The matching degree of different design schemes for multiple working
conditions is quantified according to the scoring function. The combination
and optimization of the design scheme are verified by numerical simulation
analysis. The results show that the proposed design scheme has a smaller
blade shape deviation than the traditional design scheme under multiple
working conditions.
Introduction
As a power source for driving large equipment by converting the heat and
kinetic energy of steam into mechanical energy, steam turbines are very
important equipment in industrial production, with good thermal economy,
adaptability and compatibility (Sarkar, 2015).

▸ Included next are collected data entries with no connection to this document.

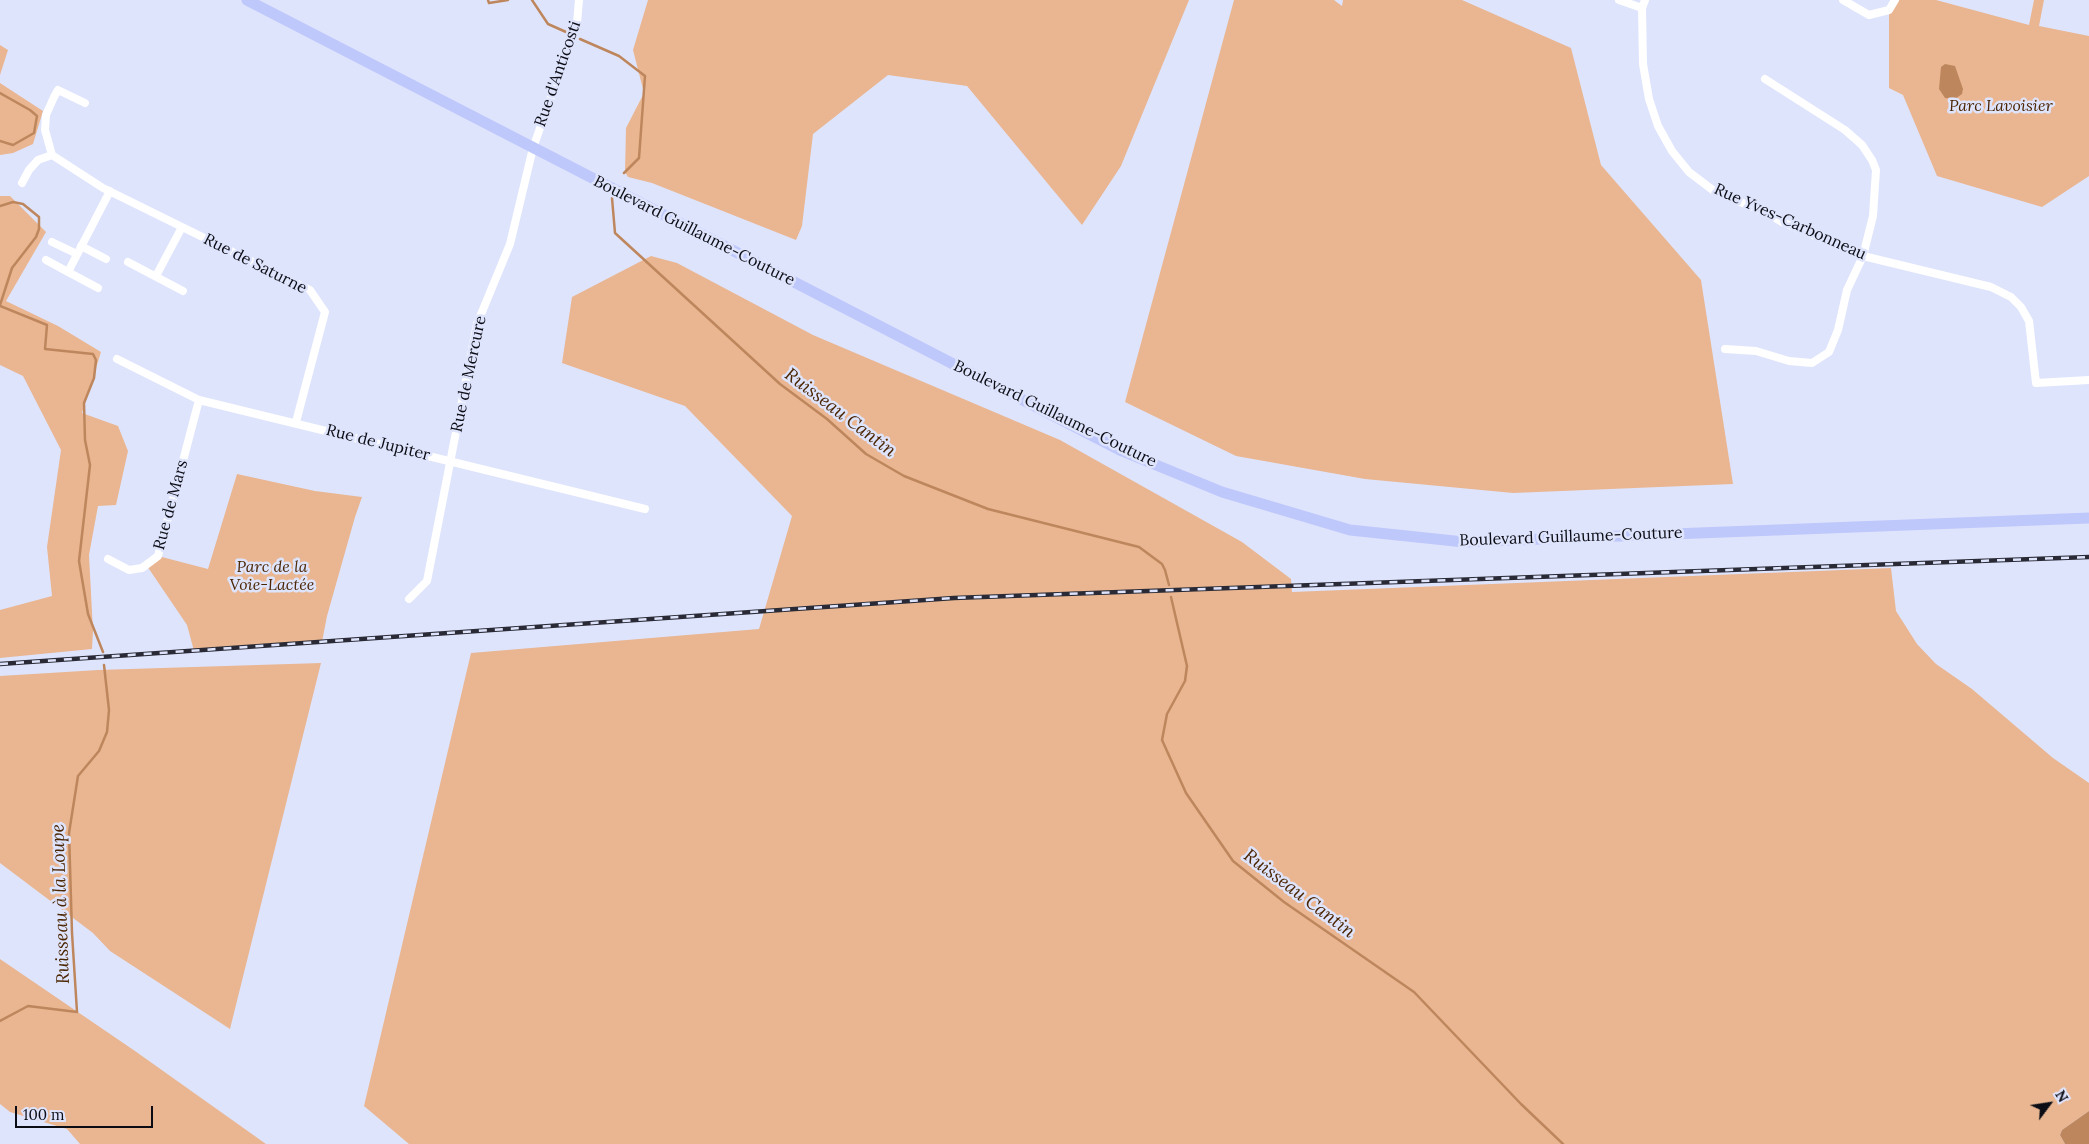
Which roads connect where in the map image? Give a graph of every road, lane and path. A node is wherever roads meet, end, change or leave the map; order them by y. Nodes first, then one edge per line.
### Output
1 (247, 0) edge
2 (579, 0) edge
3 (1619, 0) edge
4 (1645, 0) edge
5 (1843, 0) edge
6 (1895, 0) edge
7 (1642, 8) junction
8 (1765, 79) dead end
9 (85, 103) dead end
10 (533, 148) junction
11 (52, 155) junction
12 (22, 183) dead end
13 (106, 190) junction
14 (182, 227) junction
15 (52, 242) dead end
16 (81, 246) junction
17 (77, 254) junction
18 (1863, 256) junction
19 (106, 259) dead end
20 (46, 260) dead end
21 (128, 262) dead end
22 (68, 272) junction
23 (156, 276) junction
24 (98, 288) dead end
25 (183, 291) dead end
26 (1725, 349) dead end
27 (117, 359) dead end
28 (2089, 380) edge
29 (199, 400) junction
30 (296, 422) junction
31 (450, 461) junction
32 (645, 508) dead end
33 (2089, 518) edge
34 (108, 559) dead end
35 (409, 599) dead end

1 - 10 main road, Boulevard Guillaume-Couture
2 - 10 street, Rue d'Anticosti
3 - 7 street
4 - 7 street, Rue Yves-Carbonneau
5 - 6 street
7 - 18 street, Rue Yves-Carbonneau
8 - 18 street
9 - 11 street
10 - 31 street, Rue de Mercure
10 - 33 main road, Boulevard Guillaume-Couture
11 - 12 street
11 - 13 street, Rue de Saturne
13 - 14 street, Rue de Saturne
13 - 16 street
14 - 23 street
14 - 30 street, Rue de Saturne
15 - 17 street
16 - 17 street
16 - 19 street
17 - 22 street
18 - 26 street
18 - 28 street, Rue Yves-Carbonneau
20 - 22 street
21 - 23 street
22 - 24 street
23 - 25 street
27 - 29 street, Rue de Jupiter
29 - 30 street, Rue de Jupiter
29 - 34 street, Rue de Mars
30 - 31 street, Rue de Jupiter
31 - 32 street, Rue de Jupiter
31 - 35 street, Rue de Mercure

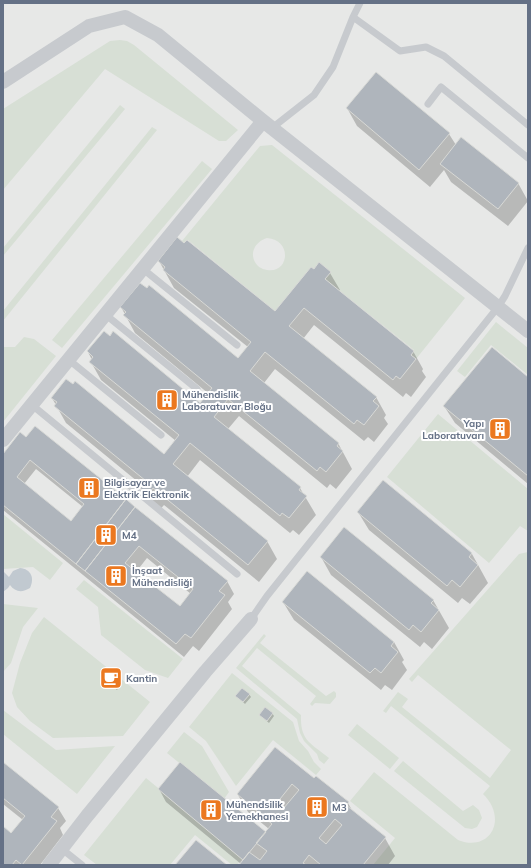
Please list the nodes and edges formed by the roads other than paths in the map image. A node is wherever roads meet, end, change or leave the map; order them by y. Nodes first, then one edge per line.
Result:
1 (360, 3) edge
2 (353, 17) junction
3 (3, 82) edge
4 (428, 104) dead end
5 (268, 125) junction
6 (528, 125) edge
7 (528, 158) edge
8 (528, 248) edge
9 (144, 269) junction
10 (498, 307) junction
11 (106, 314) junction
12 (528, 331) edge
13 (237, 345) dead end
14 (69, 360) junction
15 (197, 389) dead end
16 (32, 405) junction
17 (160, 435) dead end
18 (3, 440) edge
19 (237, 574) dead end
20 (251, 619) joint
21 (62, 849) junction
22 (49, 865) edge
23 (82, 865) edge

1 - 2 lane
2 - 5 lane
2 - 6 lane
3 - 5 street
4 - 7 lane
5 - 9 street
5 - 10 street
8 - 10 lane
9 - 11 street
9 - 13 lane
10 - 12 street
10 - 20 lane
11 - 14 street
11 - 15 lane
14 - 16 street
14 - 17 lane
16 - 18 street
16 - 19 lane
20 - 21 street
21 - 22 street
21 - 23 lane

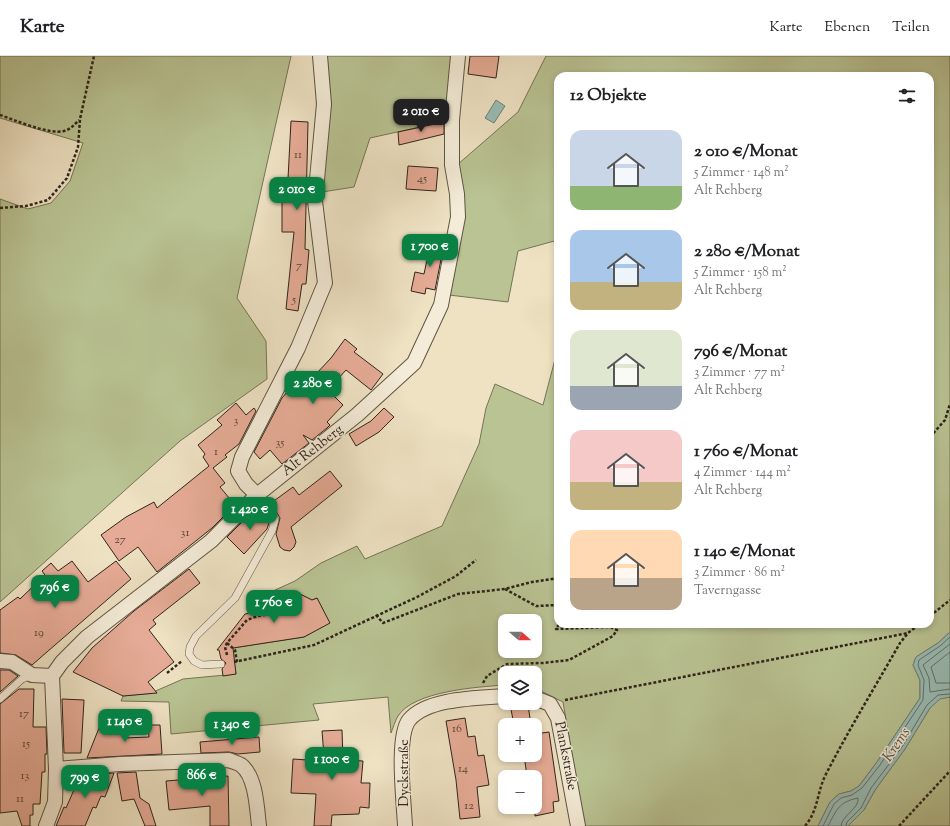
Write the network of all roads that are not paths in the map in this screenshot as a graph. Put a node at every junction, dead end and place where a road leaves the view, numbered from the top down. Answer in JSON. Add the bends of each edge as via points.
{"nodes":[{"id":1,"x":320,"y":56,"type":"edge"},
{"id":2,"x":458,"y":56,"type":"edge"},
{"id":3,"x":257,"y":495,"type":"junction"},
{"id":4,"x":0,"y":661,"type":"edge"},
{"id":5,"x":221,"y":664,"type":"dead end"},
{"id":6,"x":32,"y":675,"type":"junction"},
{"id":7,"x":52,"y":676,"type":"junction"},
{"id":8,"x":498,"y":696,"type":"edge"},
{"id":9,"x":0,"y":698,"type":"edge"},
{"id":10,"x":542,"y":701,"type":"edge"},
{"id":11,"x":56,"y":769,"type":"junction"},
{"id":12,"x":46,"y":826,"type":"edge"},
{"id":13,"x":258,"y":826,"type":"edge"},
{"id":14,"x":405,"y":826,"type":"edge"},
{"id":15,"x":578,"y":826,"type":"edge"}],
"edges":[{"from":1,"to":3,"type":"street","via":[[324,104],[315,201],[325,283],[298,348],[242,457],[238,471]]},
{"from":2,"to":3,"type":"street","name":"Alt Rehberg","via":[[452,128],[452,165],[458,217],[441,306],[428,337],[408,369],[357,415]]},
{"from":3,"to":5,"type":"lane","via":[[271,511],[275,520],[272,531],[235,598],[196,636],[190,647],[189,654],[194,661],[202,665]]},
{"from":3,"to":7,"type":"street","name":"Alt Rehberg","via":[[211,541],[87,637]]},
{"from":4,"to":6,"type":"street","via":[[12,662]]},
{"from":6,"to":7,"type":"street"},
{"from":6,"to":9,"type":"lane","via":[[22,679]]},
{"from":7,"to":11,"type":"street"},
{"from":8,"to":14,"type":"street","name":"Dyckstraße","via":[[442,703],[422,710],[409,721],[402,737]]},
{"from":10,"to":15,"type":"street","name":"Plankstraße","via":[[550,704],[558,718]]},
{"from":11,"to":12,"type":"street","via":[[55,802]]},
{"from":11,"to":13,"type":"street","via":[[229,760],[241,765],[248,774],[256,798]]}]}
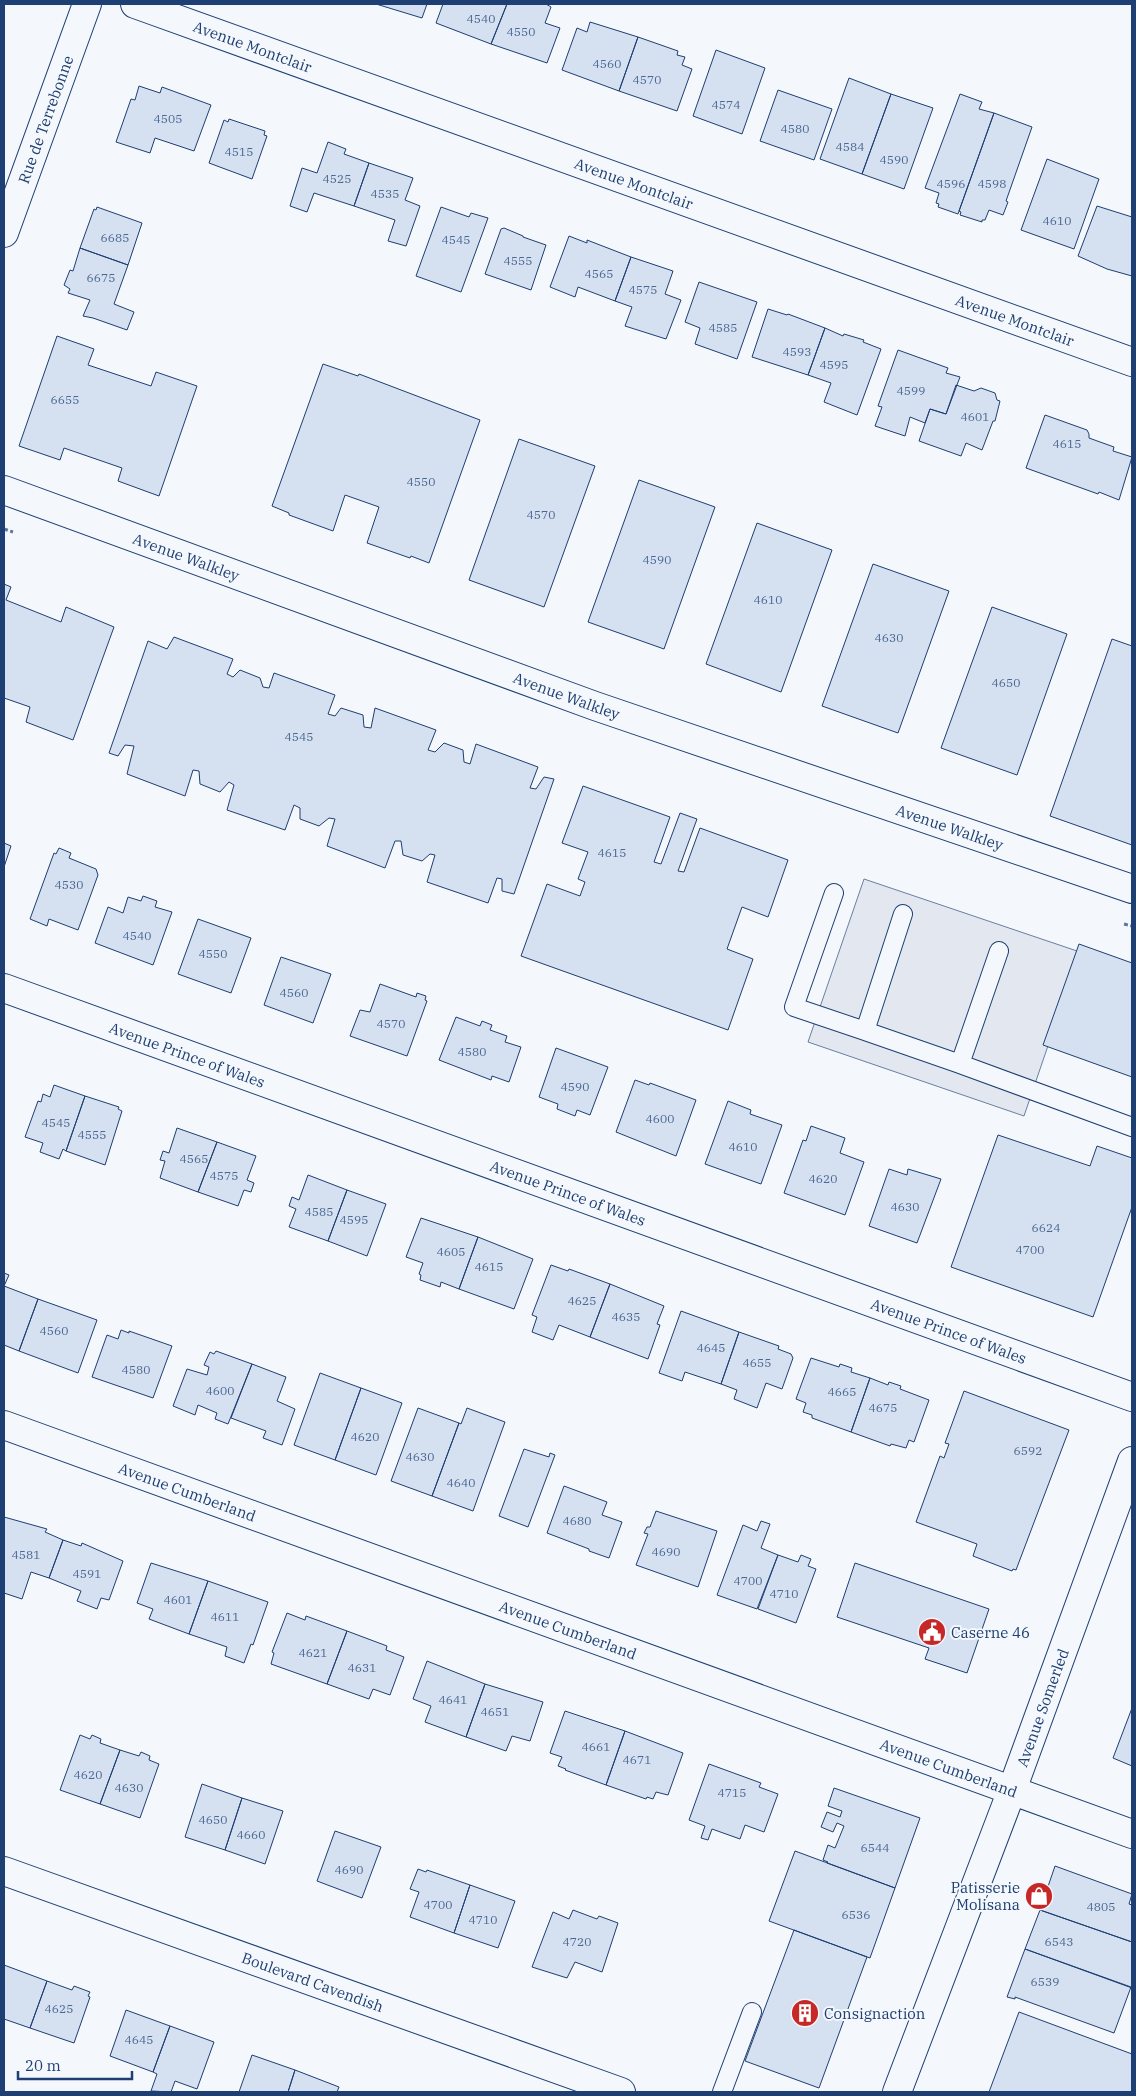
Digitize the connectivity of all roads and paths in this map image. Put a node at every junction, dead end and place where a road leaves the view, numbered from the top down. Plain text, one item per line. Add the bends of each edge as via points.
1 (87, 4) edge
2 (136, 4) edge
3 (4, 233) edge
4 (1132, 362) edge
5 (4, 490) edge
6 (1132, 888) edge
7 (834, 893) dead end
8 (903, 914) dead end
9 (999, 951) dead end
10 (4, 988) edge
11 (865, 1031) junction
12 (960, 1064) junction
13 (1132, 1127) edge
14 (1132, 1397) edge
15 (4, 1425) edge
16 (1132, 1461) edge
17 (1012, 1790) junction
18 (1132, 1834) edge
19 (4, 1871) edge
20 (752, 2012) dead end
21 (621, 2092) edge
22 (722, 2092) edge
23 (897, 2092) edge

1 - 3 street, Rue de Terrebonne
2 - 4 street, Avenue Montclair
5 - 6 street, Avenue Walkley via 595,706
7 - 11 lane via 794,1007
8 - 11 lane
9 - 12 lane
10 - 14 street, Avenue Prince of Wales
11 - 12 lane
12 - 13 lane
15 - 17 street, Avenue Cumberland
16 - 17 street, Avenue Somerled
17 - 18 street, Avenue Cumberland
17 - 23 street, Avenue Somerled
19 - 21 street, Boulevard Cavendish
20 - 22 lane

As typical high-energy-consumption equipment, steam turbines are very
sensitive to the requirements of energy efficiency. Steam turbines that run
under design conditions have the highest efficiency. However, the
operation of steam turbines often deviates from the design conditions due to
the effect of various factors, such as steam conditions and load conditions,
which reduce the power performance and economic performance (Ahmad et
al., 2019; Bhagi et al., 2018).
The high-temperature and high-pressure steam enters the cylinder of a steam
turbine, acts on the surface of the blades and drives the spindle to rotate
to realize the energy conversion and output. Therefore, the blades are very
important for the energy conversion efficiency of a steam turbine
(Chatterjee, 2016; Choi et al., 1999).
In traditional methods, the blade is typically designed based on the
analysis of the aerodynamic performance of a steam turbine under single and
ideal working conditions to obtain the ideal shape, and the reliability is
determined by analyzing the strength, modality and life (Dulau and Bica,
2014; Kim et al., 2013; Eleftheriou et al., 2017; Kaneko et al., 2017; Lucacci,
2017; Prabhunandan and Byregowda, 2018; Shukla and Harsha, 2015; Tanuma, 2017).
However, during the operation, multiple complex loads cause the actual shape
of the blade to deviate from the ideal blade shape obtained by the
theoretical design (Zhu et al., 2017). The deviation of the
blade shape will affect the aerodynamic performance and reduce the
efficiency of the turbine. Therefore, the ideal blade shape cannot be
directly used for manufacturing (Diamond et al., 2019). The
ideal blade shape must satisfy the aerodynamic performance requirements of
the steam turbine under the designed working conditions.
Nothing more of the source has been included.